● Description of the task
Which lines of the entries hold the string "rows"? Copy each one.

(Extracted data entries)
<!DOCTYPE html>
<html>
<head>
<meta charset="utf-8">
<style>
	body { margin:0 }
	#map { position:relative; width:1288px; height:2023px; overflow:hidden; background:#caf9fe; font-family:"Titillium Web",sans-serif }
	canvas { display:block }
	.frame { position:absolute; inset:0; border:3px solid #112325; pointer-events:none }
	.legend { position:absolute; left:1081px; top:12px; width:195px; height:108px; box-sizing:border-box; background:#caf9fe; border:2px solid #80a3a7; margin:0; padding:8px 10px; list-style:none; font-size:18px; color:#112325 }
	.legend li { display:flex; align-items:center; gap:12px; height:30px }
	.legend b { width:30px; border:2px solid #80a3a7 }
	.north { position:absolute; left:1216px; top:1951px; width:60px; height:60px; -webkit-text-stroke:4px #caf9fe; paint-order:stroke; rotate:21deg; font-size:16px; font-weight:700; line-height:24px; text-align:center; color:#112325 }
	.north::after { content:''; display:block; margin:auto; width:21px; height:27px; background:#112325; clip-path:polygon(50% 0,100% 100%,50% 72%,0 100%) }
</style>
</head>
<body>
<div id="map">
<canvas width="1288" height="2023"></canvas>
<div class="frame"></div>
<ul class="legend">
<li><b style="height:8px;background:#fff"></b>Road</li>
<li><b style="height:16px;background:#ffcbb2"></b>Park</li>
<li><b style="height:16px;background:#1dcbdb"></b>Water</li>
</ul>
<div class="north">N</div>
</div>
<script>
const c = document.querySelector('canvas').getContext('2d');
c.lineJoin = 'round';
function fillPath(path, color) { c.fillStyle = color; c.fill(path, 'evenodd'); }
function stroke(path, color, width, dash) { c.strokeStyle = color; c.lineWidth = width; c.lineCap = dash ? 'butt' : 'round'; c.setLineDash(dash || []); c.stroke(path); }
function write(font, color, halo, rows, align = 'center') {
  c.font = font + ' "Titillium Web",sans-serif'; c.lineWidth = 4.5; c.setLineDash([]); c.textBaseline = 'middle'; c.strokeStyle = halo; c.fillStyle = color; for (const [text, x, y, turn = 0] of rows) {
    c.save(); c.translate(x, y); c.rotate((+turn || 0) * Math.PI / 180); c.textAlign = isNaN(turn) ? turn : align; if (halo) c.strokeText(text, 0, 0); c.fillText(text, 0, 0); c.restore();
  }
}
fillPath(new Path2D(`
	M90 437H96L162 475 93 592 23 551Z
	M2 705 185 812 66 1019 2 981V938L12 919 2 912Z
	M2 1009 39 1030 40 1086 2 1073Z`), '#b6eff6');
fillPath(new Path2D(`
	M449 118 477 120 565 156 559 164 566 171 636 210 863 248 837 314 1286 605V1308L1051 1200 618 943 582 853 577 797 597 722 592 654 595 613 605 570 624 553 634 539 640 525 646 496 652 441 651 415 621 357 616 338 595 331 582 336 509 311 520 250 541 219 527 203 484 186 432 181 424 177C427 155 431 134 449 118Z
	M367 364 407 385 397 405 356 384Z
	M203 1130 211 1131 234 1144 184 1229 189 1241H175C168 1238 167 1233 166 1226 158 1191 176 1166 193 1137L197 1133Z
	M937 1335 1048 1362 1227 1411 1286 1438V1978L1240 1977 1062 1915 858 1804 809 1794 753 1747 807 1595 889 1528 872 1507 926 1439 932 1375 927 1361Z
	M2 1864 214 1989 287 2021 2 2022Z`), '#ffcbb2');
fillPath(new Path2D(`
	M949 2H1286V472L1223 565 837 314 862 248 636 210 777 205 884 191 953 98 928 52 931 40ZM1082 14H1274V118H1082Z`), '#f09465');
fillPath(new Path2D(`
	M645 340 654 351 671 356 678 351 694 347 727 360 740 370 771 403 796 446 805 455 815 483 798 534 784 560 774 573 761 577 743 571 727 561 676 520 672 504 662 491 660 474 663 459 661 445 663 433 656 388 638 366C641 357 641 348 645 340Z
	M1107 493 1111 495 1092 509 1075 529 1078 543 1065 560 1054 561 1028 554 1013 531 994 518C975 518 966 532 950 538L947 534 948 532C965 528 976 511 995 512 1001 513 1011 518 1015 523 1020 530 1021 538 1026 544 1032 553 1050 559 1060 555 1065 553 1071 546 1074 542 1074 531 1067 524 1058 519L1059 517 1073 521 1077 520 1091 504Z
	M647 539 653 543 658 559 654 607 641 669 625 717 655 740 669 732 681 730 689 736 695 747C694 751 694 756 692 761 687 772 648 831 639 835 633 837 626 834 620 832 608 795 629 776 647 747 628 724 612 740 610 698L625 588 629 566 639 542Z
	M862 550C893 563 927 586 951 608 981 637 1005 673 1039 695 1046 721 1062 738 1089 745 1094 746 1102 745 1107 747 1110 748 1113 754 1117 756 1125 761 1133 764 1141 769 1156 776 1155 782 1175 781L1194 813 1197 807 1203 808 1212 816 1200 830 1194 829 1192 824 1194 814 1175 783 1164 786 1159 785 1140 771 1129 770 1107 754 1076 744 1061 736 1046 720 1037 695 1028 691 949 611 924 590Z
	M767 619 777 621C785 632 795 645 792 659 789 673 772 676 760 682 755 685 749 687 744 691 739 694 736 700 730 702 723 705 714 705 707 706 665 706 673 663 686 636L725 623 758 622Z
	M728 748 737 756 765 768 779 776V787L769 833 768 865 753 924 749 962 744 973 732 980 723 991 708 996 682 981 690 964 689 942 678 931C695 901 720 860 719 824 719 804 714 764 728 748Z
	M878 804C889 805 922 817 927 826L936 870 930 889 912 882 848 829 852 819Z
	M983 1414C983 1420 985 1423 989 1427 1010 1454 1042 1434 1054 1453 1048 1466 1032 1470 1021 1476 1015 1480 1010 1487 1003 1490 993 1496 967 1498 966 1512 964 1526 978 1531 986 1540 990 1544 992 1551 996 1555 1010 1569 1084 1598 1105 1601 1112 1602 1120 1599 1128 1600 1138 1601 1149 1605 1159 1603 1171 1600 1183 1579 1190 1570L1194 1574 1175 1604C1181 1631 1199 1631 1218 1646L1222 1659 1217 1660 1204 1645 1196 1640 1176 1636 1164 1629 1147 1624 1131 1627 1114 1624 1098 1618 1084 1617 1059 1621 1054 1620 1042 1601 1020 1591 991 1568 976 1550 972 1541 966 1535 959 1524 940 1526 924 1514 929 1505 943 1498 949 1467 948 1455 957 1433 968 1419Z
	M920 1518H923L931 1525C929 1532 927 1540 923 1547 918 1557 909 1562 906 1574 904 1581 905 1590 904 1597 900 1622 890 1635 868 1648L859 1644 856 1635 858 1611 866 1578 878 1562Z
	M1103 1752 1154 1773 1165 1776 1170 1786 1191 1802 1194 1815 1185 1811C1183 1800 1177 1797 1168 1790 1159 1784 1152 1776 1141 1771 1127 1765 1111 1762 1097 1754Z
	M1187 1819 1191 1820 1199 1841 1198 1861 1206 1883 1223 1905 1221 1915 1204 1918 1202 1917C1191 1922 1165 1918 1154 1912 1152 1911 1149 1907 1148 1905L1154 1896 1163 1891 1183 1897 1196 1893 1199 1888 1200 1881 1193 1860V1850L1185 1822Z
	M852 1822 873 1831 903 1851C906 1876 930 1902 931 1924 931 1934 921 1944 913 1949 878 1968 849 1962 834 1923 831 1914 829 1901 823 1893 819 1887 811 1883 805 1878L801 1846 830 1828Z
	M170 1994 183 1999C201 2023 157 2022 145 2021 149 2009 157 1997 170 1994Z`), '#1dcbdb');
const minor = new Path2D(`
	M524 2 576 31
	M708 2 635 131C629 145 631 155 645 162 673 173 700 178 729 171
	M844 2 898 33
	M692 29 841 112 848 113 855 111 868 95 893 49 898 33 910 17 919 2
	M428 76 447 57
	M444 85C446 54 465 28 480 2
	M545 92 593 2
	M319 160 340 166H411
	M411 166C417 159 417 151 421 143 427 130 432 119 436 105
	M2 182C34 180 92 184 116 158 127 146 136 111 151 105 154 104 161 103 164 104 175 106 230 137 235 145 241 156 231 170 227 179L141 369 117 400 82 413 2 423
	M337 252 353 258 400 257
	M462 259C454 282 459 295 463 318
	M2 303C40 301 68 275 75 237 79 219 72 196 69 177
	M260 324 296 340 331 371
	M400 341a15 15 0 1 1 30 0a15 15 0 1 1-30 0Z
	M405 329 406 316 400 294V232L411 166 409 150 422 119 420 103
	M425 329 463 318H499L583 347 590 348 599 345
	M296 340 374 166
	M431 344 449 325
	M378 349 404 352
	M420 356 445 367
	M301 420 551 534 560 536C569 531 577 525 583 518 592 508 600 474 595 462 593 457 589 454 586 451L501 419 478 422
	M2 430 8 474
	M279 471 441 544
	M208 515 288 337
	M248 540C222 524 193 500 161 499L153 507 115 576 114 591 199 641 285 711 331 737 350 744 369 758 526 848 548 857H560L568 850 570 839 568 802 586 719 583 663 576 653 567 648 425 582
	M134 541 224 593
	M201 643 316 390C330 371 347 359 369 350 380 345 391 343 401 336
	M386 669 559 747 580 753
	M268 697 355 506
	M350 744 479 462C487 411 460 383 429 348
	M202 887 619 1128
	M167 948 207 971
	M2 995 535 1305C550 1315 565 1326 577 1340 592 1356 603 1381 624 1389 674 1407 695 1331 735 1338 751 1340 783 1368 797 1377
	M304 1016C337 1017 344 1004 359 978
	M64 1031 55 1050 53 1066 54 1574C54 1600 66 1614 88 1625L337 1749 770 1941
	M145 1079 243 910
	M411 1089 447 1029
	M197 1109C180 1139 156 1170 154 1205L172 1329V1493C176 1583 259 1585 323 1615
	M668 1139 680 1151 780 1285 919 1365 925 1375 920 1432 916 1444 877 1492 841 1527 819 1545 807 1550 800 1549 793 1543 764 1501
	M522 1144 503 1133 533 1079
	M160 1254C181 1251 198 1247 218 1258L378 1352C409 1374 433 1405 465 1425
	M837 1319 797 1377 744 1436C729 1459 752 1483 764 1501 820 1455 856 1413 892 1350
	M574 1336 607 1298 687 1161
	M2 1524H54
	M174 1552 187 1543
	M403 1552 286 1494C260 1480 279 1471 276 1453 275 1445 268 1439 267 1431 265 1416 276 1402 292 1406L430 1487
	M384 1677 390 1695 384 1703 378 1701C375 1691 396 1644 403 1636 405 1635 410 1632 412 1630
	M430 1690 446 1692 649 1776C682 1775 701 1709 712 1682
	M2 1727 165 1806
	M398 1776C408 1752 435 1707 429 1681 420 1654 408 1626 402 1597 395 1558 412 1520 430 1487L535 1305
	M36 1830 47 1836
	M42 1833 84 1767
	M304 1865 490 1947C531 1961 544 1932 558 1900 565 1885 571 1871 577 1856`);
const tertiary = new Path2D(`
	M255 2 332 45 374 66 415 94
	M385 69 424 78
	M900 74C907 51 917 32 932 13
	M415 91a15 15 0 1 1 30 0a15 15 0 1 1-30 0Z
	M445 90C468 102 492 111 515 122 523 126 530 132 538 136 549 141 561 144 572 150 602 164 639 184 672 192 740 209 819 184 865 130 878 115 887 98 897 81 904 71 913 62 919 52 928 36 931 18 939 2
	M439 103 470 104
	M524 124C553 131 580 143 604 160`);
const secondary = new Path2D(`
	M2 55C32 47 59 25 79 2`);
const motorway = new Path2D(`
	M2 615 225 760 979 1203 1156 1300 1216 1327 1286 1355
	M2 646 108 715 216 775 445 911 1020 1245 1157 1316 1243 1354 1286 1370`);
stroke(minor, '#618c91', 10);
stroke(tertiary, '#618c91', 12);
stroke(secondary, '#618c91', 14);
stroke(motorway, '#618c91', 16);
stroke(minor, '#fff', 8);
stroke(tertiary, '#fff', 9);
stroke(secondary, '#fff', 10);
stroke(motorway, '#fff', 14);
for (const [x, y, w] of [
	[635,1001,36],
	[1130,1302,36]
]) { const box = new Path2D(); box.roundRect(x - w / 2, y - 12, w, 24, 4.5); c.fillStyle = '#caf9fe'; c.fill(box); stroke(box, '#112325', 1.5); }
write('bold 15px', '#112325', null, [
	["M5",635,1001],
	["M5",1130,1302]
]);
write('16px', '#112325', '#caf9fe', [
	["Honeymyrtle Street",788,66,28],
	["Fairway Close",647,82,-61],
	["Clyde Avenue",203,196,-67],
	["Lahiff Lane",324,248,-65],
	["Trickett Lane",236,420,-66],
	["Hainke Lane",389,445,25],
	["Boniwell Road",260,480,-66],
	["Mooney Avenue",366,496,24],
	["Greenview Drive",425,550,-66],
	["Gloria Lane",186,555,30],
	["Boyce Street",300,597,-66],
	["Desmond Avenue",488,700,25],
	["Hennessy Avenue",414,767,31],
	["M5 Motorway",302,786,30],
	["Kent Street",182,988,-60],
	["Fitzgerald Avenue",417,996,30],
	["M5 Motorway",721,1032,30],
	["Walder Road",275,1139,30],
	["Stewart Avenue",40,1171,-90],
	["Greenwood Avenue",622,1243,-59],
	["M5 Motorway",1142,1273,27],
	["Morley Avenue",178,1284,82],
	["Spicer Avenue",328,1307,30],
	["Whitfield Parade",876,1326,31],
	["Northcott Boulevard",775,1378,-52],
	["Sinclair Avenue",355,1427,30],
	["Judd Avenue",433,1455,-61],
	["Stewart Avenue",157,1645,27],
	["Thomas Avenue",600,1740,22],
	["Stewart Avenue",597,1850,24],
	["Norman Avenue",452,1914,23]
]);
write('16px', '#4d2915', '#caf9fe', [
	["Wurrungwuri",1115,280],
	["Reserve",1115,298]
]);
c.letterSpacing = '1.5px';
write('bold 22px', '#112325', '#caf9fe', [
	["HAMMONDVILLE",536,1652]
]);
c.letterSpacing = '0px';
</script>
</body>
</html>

● Task result
function write(font, color, halo, rows, align = 'center') {
  c.font = font + ' "Titillium Web",sans-serif'; c.lineWidth = 4.5; c.setLineDash([]); c.textBaseline = 'middle'; c.strokeStyle = halo; c.fillStyle = color; for (const [text, x, y, turn = 0] of rows) {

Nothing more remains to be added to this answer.